What is the performance concern of porosity? Max’s article addressed some of the issues — corrosion and corrosion creep. Figure 1 provides additional insight on corrosion creep.

Figure 1 contains X-ray maps of a pore corrosion site. The sample shown was a gold-flashed palladium over nickel over phosphor bronze contact. An X-ray map is obtained from a Scanning Electron Microscope (SEM). The SEM shoots an electron beam onto the sample surface exciting all the atoms beneath the beam. Each excited atom, in turn, releases a characteristic X-ray of a particular energy. A detector is set to detect only the specific characteristic energy, say of gold.

The gold X-ray map is white, from impinging characteristic X-rays, where gold is present. The dark areas indicate a pore site. The pore site is clear in the gold and palladium by the absence of signal, and in the copper, exposed at the base of the pore, by the presence of signal. The nickel map is ambiguous because the nickel X-rays are absorbed as they pass through the palladium and gold layers. The presence of copper indicates that the pore site in this sample went all the way through the gold, palladium, and nickel to the underlying base metal. As noted, copper alloys are susceptible to corrosion so the exposed copper at the base of the pore is a corrosion source. The middle SEM photograph shows a corrosion product ring around the pore site. The lower three maps were obtained by setting the detectors to the corrosive species, in this case, oxygen, chlorine, and sulfur. Note that the oxygen and chlorine stay in the vicinity of the pore site while the sulfur migrates away from the pore site. This tells us that the corrosion products in the rings are primarily a combination of copper/sulfur. The concern with porosity is the potential for corrosion and corrosion creep at and around the contact interface that results in increased contact interface resistance. The potential for increased contact interface resistance is enhanced if the contact interface is susceptible to fretting motions due to inadequate contact mechanical stability. (Yes, that brings up one of my favorite topics, contact normal force, but I’m not going there this time.)

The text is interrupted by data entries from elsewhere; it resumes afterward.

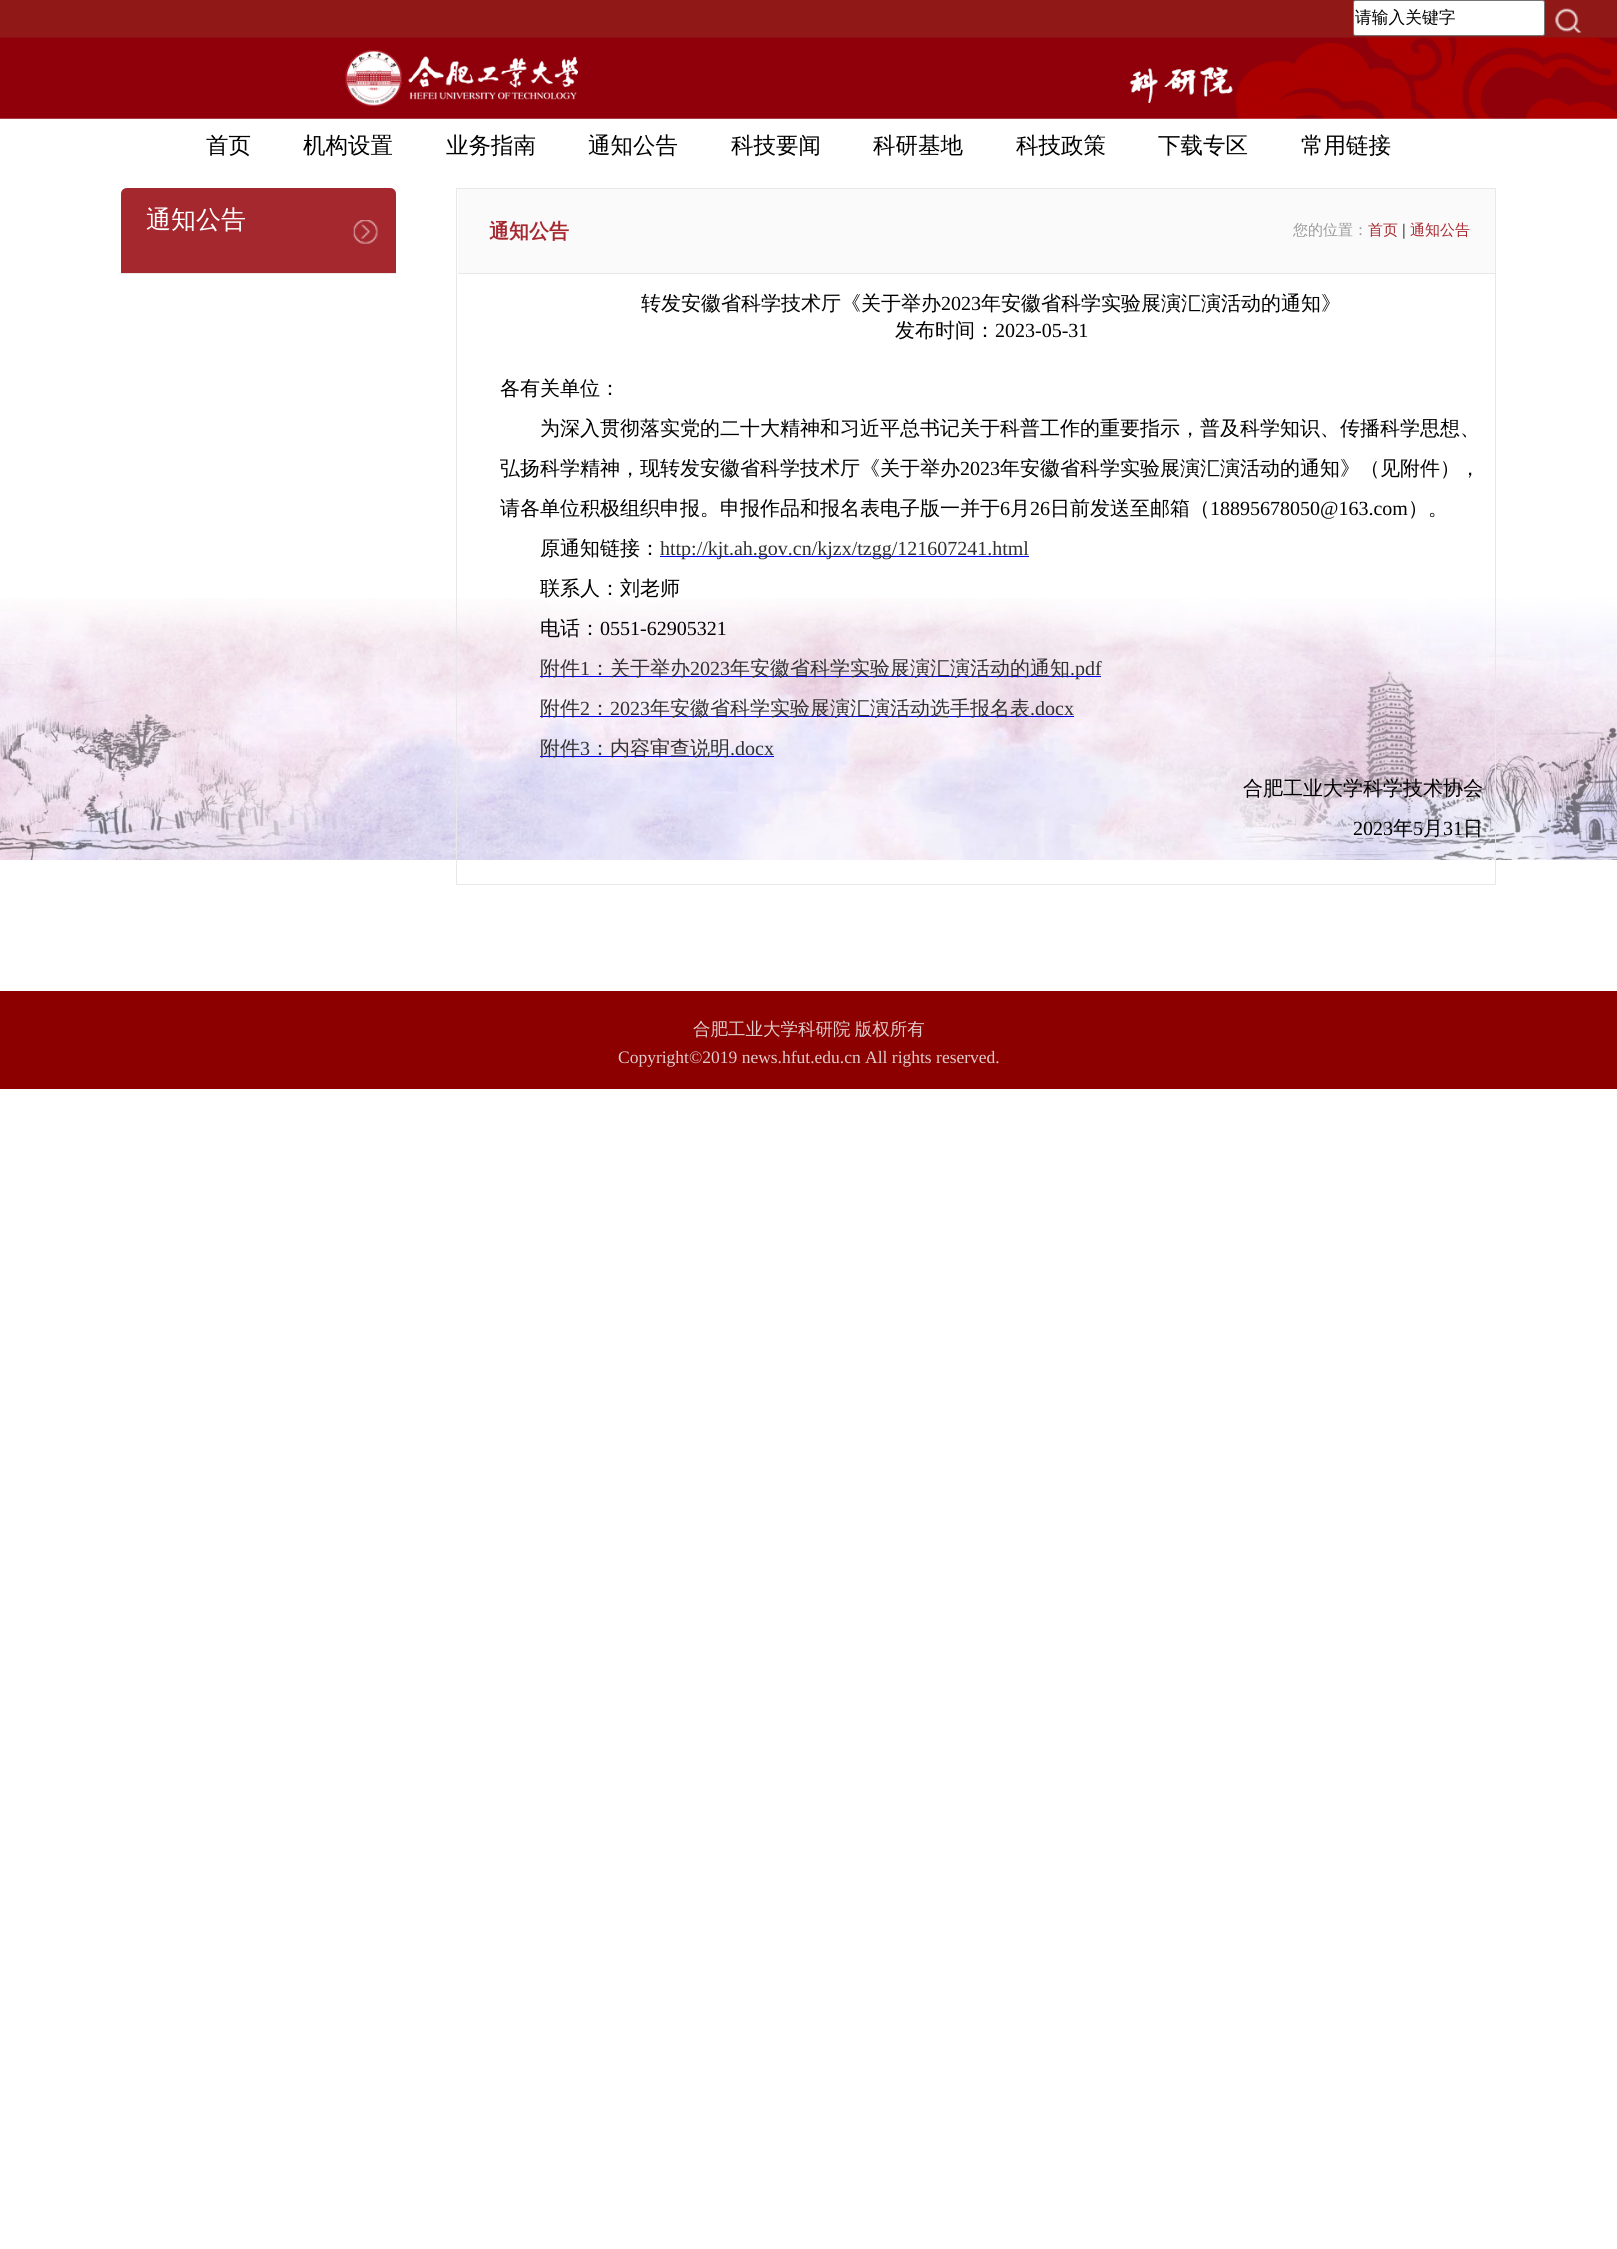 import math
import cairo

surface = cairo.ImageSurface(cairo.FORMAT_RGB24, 1617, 2249)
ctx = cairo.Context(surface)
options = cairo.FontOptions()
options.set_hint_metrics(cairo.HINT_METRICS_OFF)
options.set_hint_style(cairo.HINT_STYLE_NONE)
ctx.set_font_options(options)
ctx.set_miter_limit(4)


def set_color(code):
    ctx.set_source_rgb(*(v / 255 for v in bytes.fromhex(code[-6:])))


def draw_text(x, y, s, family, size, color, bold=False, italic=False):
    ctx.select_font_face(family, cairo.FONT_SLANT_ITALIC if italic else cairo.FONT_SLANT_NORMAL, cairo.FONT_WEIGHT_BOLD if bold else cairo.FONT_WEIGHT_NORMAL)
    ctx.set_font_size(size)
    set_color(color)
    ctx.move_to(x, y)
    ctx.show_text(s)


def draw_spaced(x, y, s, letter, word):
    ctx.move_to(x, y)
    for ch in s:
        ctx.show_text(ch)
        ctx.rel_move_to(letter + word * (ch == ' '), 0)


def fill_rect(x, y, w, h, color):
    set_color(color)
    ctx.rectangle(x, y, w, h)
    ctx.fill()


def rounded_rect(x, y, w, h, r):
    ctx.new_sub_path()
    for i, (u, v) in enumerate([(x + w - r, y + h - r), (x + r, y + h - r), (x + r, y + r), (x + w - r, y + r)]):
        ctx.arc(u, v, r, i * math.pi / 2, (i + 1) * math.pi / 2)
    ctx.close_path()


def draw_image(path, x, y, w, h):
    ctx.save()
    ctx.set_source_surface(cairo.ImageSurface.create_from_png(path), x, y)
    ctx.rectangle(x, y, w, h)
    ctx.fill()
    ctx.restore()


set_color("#ffffff")
ctx.paint()
fill_rect(0, 0, 1617, 38, "#901918")
set_color("#ffffff")
rounded_rect(1353.5, 0.5, 191, 35, 2)
ctx.fill_preserve()
set_color("#767676")
ctx.set_line_width(1)
ctx.stroke()
draw_text(1355, 23, "请输入关键字", "WenQuanYi Zen Hei Medium", 16.75, "#000000")
draw_image("assets/img1.png", 1555, 8, 27, 25)
draw_image("assets/img2.png", 0, 37, 1617, 82)
draw_text(206, 153, "首页", "WenQuanYi Zen Hei Medium", 22.5, "#000000")
draw_text(303, 153, "机构设置", "WenQuanYi Zen Hei Medium", 22.5, "#000000")
draw_text(446, 153, "业务指南", "WenQuanYi Zen Hei Medium", 22.5, "#000000")
draw_text(588, 153, "通知公告", "WenQuanYi Zen Hei Medium", 22.5, "#000000")
draw_text(731, 153, "科技要闻", "WenQuanYi Zen Hei Medium", 22.5, "#000000")
draw_text(873, 153, "科研基地", "WenQuanYi Zen Hei Medium", 22.5, "#000000")
draw_text(1016, 153, "科技政策", "WenQuanYi Zen Hei Medium", 22.5, "#000000")
draw_text(1158, 153, "下载专区", "WenQuanYi Zen Hei Medium", 22.5, "#000000")
draw_text(1301, 153, "常用链接", "WenQuanYi Zen Hei Medium", 22.5, "#000000")
set_color("#a6282f")
ctx.new_path()
ctx.move_to(127, 188)
ctx.line_to(390, 188)
ctx.curve_to(393.5, 188, 396, 190.5, 396, 194)
ctx.line_to(396, 273)
ctx.line_to(121, 273)
ctx.line_to(121, 194)
ctx.curve_to(121, 190.5, 123.5, 188, 127, 188)
ctx.close_path()
ctx.fill()
draw_text(146, 228, "通知公告", "WenQuanYi Zen Hei Medium", 25, "#ffffff")
draw_image("assets/img3.png", 353, 220, 25, 24)
fill_rect(121, 273, 275, 1, "#e8e8e8")
draw_image("assets/img5.png", 0, 598, 1617, 262)
ctx.rectangle(456.5, 188.5, 1039, 696)
ctx.stroke()
fill_rect(458, 189, 1037, 84, "#fafafa")
fill_rect(458, 273, 1037, 1, "#e8e8e8")
draw_text(489, 238, "通知公告", "WenQuanYi Zen Hei", 20, "#a6282f", bold=True)
draw_text(1293, 235, "您的位置：", "WenQuanYi Zen Hei Medium", 15, "#999999")
draw_text(1368, 235, "首页", "WenQuanYi Zen Hei Medium", 15, "#a6282f")
draw_image("assets/img4.png", 1403, 223, 2, 16)
draw_text(1410, 235, "通知公告", "WenQuanYi Zen Hei Medium", 15, "#a6282f")
draw_text(641, 310, "转发安徽省科学技术厅《关于举办", "WenQuanYi Zen Hei Medium", 20, "#000000")
draw_text(941, 310, "2023", "Liberation Serif", 20, "#000000")
draw_text(981, 310, "年安徽省科学实验展演汇演活动的通知》", "WenQuanYi Zen Hei Medium", 20, "#000000")
draw_text(895, 337, "发布时间：", "WenQuanYi Zen Hei Medium", 20, "#000000")
draw_text(995, 337, "2023-05-31", "Liberation Serif", 20, "#000000")
draw_text(500, 395, "各有关单位：", "WenQuanYi Zen Hei Medium", 20, "#000000")
draw_text(540, 435, "为深入贯彻落实党的二十大精神和习近平总书记关于科普工作的重要指示，普及科学知识、传播科学思想、", "WenQuanYi Zen Hei Medium", 20, "#000000")
draw_text(500, 475, "弘扬科学精神，现转发安徽省科学技术厅《关于举办", "WenQuanYi Zen Hei Medium", 20, "#000000")
draw_text(960, 475, "2023", "Liberation Serif", 20, "#000000")
draw_text(1000, 475, "年安徽省科学实验展演汇演活动的通知》（见附件），", "WenQuanYi Zen Hei Medium", 20, "#000000")
draw_text(500, 515, "请各单位积极组织申报。申报作品和报名表电子版一并于", "WenQuanYi Zen Hei Medium", 20, "#000000")
draw_text(1000, 515, "6", "Liberation Serif", 20, "#000000")
draw_text(1010, 515, "月", "WenQuanYi Zen Hei Medium", 20, "#000000")
draw_text(1030, 515, "26", "Liberation Serif", 20, "#000000")
draw_text(1050, 515, "日前发送至邮箱（", "WenQuanYi Zen Hei Medium", 20, "#000000")
draw_text(1210, 515, "18895678050@163.com", "Liberation Serif", 20, "#000000")
draw_text(1408, 515, "）。", "WenQuanYi Zen Hei Medium", 20, "#000000")
draw_text(540, 555, "原通知链接：", "WenQuanYi Zen Hei Medium", 20, "#000000")
fill_rect(660, 556, 369, 1, "#0000ee")
draw_text(660, 555, "http://kjt.ah.gov.cn/kjzx/tzgg/121607241.html", "Liberation Serif", 20, "#313131")
draw_text(540, 595, "联系人：刘老师", "WenQuanYi Zen Hei Medium", 20, "#000000")
draw_text(540, 635, "电话：", "WenQuanYi Zen Hei Medium", 20, "#000000")
draw_text(600, 635, "0551-62905321", "Liberation Serif", 20, "#000000")
fill_rect(540, 676, 561, 1, "#0000ee")
draw_text(540, 675, "附件", "WenQuanYi Zen Hei Medium", 20, "#313131")
draw_text(580, 675, "1", "Liberation Serif", 20, "#313131")
draw_text(590, 675, "：关于举办", "WenQuanYi Zen Hei Medium", 20, "#313131")
draw_text(690, 675, "2023", "Liberation Serif", 20, "#313131")
draw_text(730, 675, "年安徽省科学实验展演汇演活动的通知", "WenQuanYi Zen Hei Medium", 20, "#313131")
draw_text(1070, 675, ".pdf", "Liberation Serif", 20, "#313131")
fill_rect(540, 716, 534, 1, "#0000ee")
draw_text(540, 715, "附件", "WenQuanYi Zen Hei Medium", 20, "#313131")
draw_text(580, 715, "2", "Liberation Serif", 20, "#313131")
draw_text(590, 715, "：", "WenQuanYi Zen Hei Medium", 20, "#313131")
draw_text(610, 715, "2023", "Liberation Serif", 20, "#313131")
draw_text(650, 715, "年安徽省科学实验展演汇演活动选手报名表", "WenQuanYi Zen Hei Medium", 20, "#313131")
draw_text(1030, 715, ".docx", "Liberation Serif", 20, "#313131")
fill_rect(540, 756, 234, 1, "#0000ee")
draw_text(540, 755, "附件", "WenQuanYi Zen Hei Medium", 20, "#313131")
draw_text(580, 755, "3", "Liberation Serif", 20, "#313131")
draw_text(590, 755, "：内容审查说明", "WenQuanYi Zen Hei Medium", 20, "#313131")
draw_text(730, 755, ".docx", "Liberation Serif", 20, "#313131")
draw_text(1243, 795, "合肥工业大学科学技术协会", "WenQuanYi Zen Hei Medium", 20, "#000000")
draw_text(1353, 835, "2023", "Liberation Serif", 20, "#000000")
draw_text(1393, 835, "年", "WenQuanYi Zen Hei Medium", 20, "#000000")
draw_text(1413, 835, "5", "Liberation Serif", 20, "#000000")
draw_text(1423, 835, "月", "WenQuanYi Zen Hei Medium", 20, "#000000")
draw_text(1443, 835, "31", "Liberation Serif", 20, "#000000")
draw_text(1463, 835, "日", "WenQuanYi Zen Hei Medium", 20, "#000000")
fill_rect(0, 991, 1617, 98, "#8c0000")
ctx.set_font_size(17.5)
set_color("#e1cbcb")
draw_spaced(693, 1035, "合肥工业大学科研院 版权所有", 0, -1)
draw_text(618, 1063, "Copyright©2019 news.hfut.edu.cn All rights reserved.", "Liberation Serif", 17.5, "#e1cbcb")
surface.write_to_png("output.png")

The potential for corrosion creep depends on the application environment, in particular the presence of chlorine and sulfur. This dependence is evident in the flowing mixed gas test environments for noble metal platings, which include ppb levels of H2S, Cl, NO2, and, in some cases SO2. The rates of corrosion creep are material-dependent. Generally corrosion creep rates are highest for gold surfaces, lower for palladium and palladium alloys, and lowest for nickel surfaces.

To complete the (w)Hole story we must revisit flash platings. As noted, flash platings are a surface coverage issue. It is important to note that the X-ray plating thickness measurement technology does not provide a thickness measurement directly. Rather, it measures the mass of the plated material and the thickness is calculated from the (assumed) plating density and the area of measurement, or it is based on comparison to established thickness standards. For flash gold, the plating density is indeterminate due to incomplete surface coverage, and a meaningful standard is questionable. The important point is that a gold flash X-ray thickness measurement will only be a guesstimate, with the actual point-to-point thickness varying significantly above and below that guesstimate. In addition to the surface coverage issue, the mating “durability” of a flash gold is, to say the least, limited. In sum, the contact interface of a flash gold plating will in all likelihood be or become the plating beneath the flash.